In fact, under normal circumstances, mysql will check every 1 minute when the disk is full and output the check information to the error log every 10 minutes.

Since mysqld was not killed, I executed that terrible sql again.

Of course. Error log outputs the message of being kill as desired.

And the mysqld process is killed, at this point:

[ERROR] / data/mysql-base/mysql57/bin/mysqld: Binary logging not possible. Message: An error occurred during flush stage of the commit. 'binlog_error_action' is set to 'ABORT_SERVER'. Hence aborting the server.

14:42:48 UTC-mysqld got signal 6

This could be because you hit a bug. It is also possible that this binary

Or one of the libraries it was linked against is corrupt, improperly built

Or misconfigured. This error can also be caused by malfunctioning hardware.

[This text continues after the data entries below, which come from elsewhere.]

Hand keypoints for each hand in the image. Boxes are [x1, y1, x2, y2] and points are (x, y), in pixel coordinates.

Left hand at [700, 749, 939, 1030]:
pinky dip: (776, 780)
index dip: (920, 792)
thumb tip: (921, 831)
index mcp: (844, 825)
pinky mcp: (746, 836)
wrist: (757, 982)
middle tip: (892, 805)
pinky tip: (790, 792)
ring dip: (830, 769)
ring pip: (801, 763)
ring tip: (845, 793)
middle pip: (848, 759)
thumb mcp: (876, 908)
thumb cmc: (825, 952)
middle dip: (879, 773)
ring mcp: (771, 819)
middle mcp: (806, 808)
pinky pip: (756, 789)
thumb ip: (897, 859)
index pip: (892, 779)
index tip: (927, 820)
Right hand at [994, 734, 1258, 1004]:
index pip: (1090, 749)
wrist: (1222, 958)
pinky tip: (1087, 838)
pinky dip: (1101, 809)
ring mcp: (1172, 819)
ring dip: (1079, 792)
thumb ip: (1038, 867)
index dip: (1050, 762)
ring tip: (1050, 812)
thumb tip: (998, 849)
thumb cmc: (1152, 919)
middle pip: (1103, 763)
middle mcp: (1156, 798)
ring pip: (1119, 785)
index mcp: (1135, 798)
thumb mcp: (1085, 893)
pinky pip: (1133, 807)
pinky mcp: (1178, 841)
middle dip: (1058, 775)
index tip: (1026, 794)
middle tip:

Attempting to collect some information that could help diagnose the problem.

As this is a crash and something is definitely wrong, the informati

Interestingly, the word "information" has not been printed out, so it is probably impossible to write a single character.

An error was also reported when trying to add a few characters to the error log with vim and save it.

To sum up:

For sql executed in online environment, it is recommended to audit, report and other OLAP requirements also need to be more formal.

0 consider whether the size of ibtmp1 can be limited, that is, the maximum value of innodb_temp_data_file_path can be set.

0 may need to restart mysqld periodically to shrink the temporary tablespace.

0 do a good job of monitoring and timely response, this time the response time is too long, reached the threshold, and then to the machine to check, it is already late, helplessly saw mysqld in front of my eyes crash.

After reading the above, do you have any further understanding of what to do about a SQL in MySQL that causes the disk to soar and causes MySQL Crash? If you want to know more knowledge or related content, please follow the industry information channel, thank you for your support.

Welcome to subscribe "Shulou Technology Information " to get latest news, interesting things and hot topics in the IT industry, and controls the hottest and latest Internet news, technology news and IT industry trends.

*The comments in the above article only represent the author's personal views and do not represent the views and positions of this website. If you have more insights, please feel free to contribute and share.